А потом строить заново начали — видимо, не зажглось солнце социализма. Только не говорили, что строят новое, а назвали стройку перестройкой. Я тогда не понял, да и сейчас не понимаю, что можно перестраивать, если еще и не построили. И что они опять строят, тоже не понял. Мой начальник себе кооператив сделал, а наше казенное здание и имущество этому кооперативу отдал, вроде как подарил. Меня, конечно, как особо ценный инвентарь, не забыл. Работники кто разбежался, кто остался, а разговоры пошли другие, всё больше о деньгах и о крышах. Ну, это и понятно — если строить, то какое строительство без денег, какое здание без крыши?
Чем кооператив ведал или промышлял, не знаю, хотя народ по-прежнему заходил и на меня садился. Раньше были все больше пожилые, а тут зачастили молодые парни, все в кожаных куртках, с виду крепкие, а на разговор вялые. Я и речь их не всегда понимал, вроде по-русски, да не по-русски. Были и другие, те продавали или покупали, но как-то необычно — валенки вагонами или повидло фурами, а то еще странное. Да повторяли, как заклинали: «Нал, Нал». Кто он такой, этот Нал?
Наверное, эта стройка удалась, потому что начальник мой, который теперь хозяином кооператива был, банк сделал и меня туда работать перевел. Вначале у начальника сомнение было, не стар ли я для новой работы.

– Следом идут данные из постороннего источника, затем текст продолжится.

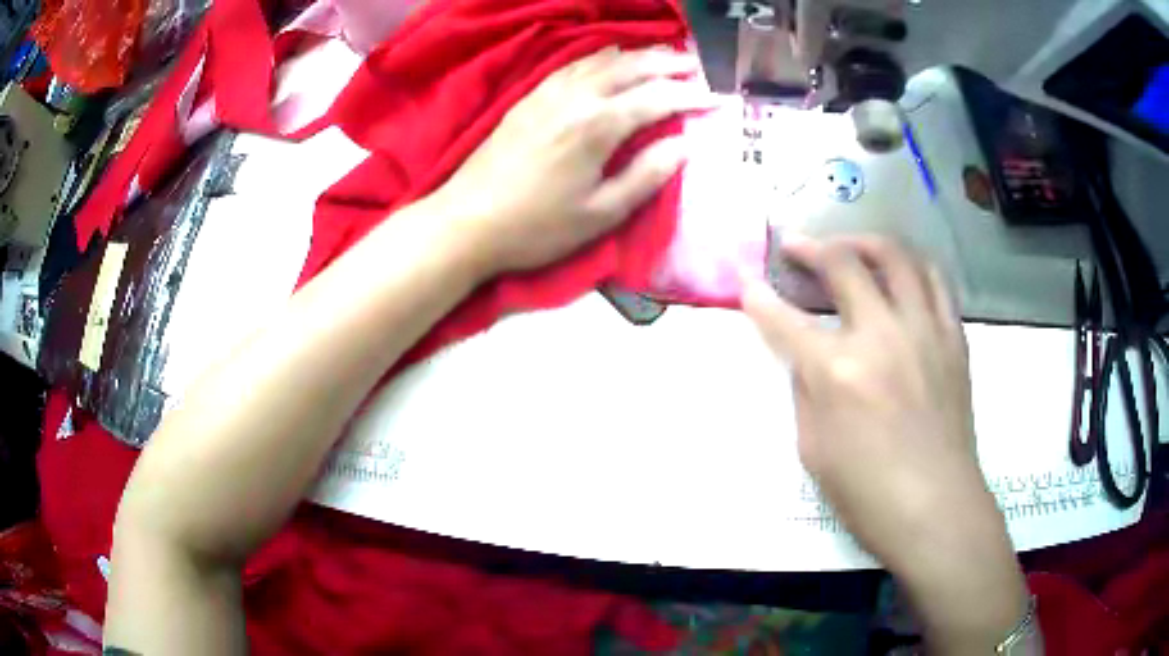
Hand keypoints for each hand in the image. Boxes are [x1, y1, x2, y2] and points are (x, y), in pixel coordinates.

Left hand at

Только разобрался, оценил, какой я хороший работник, возраст не помеха, забрал с собой. Что с тем кооперативом стало, не знаю, новая работа увлекла. Впрочем, почему новая? Работа та же, но в другом заведении. Сидели на мне поначалу посетители в приемной начальника, который здесь уже банком командовал. Народ другой, и разговоры другие. Слова знакомые и незнакомые часто повторяли — лимоны, грины, баксы, деревянные. А еще сиф, фоб, офшор, кредиты, форекс… нет, уже не тяну, всё же время память выветривает, это я раньше все помнил. А в остальном как в моей юности — сотрудники, посетители, подарки гостей начальнику и подарки начальника гостям, разговоры за закрытыми дверями начальника с секретаршей, или с другой секретаршей, или сразу с двумя секретаршами.
Потом банк переехал в новое здание, побольше, а там другой начальник сидел в кабинете. Вначале я разместился в его приемной, но уже скоро меня направили работать в какой-то орган местной власти, наверное, повысили.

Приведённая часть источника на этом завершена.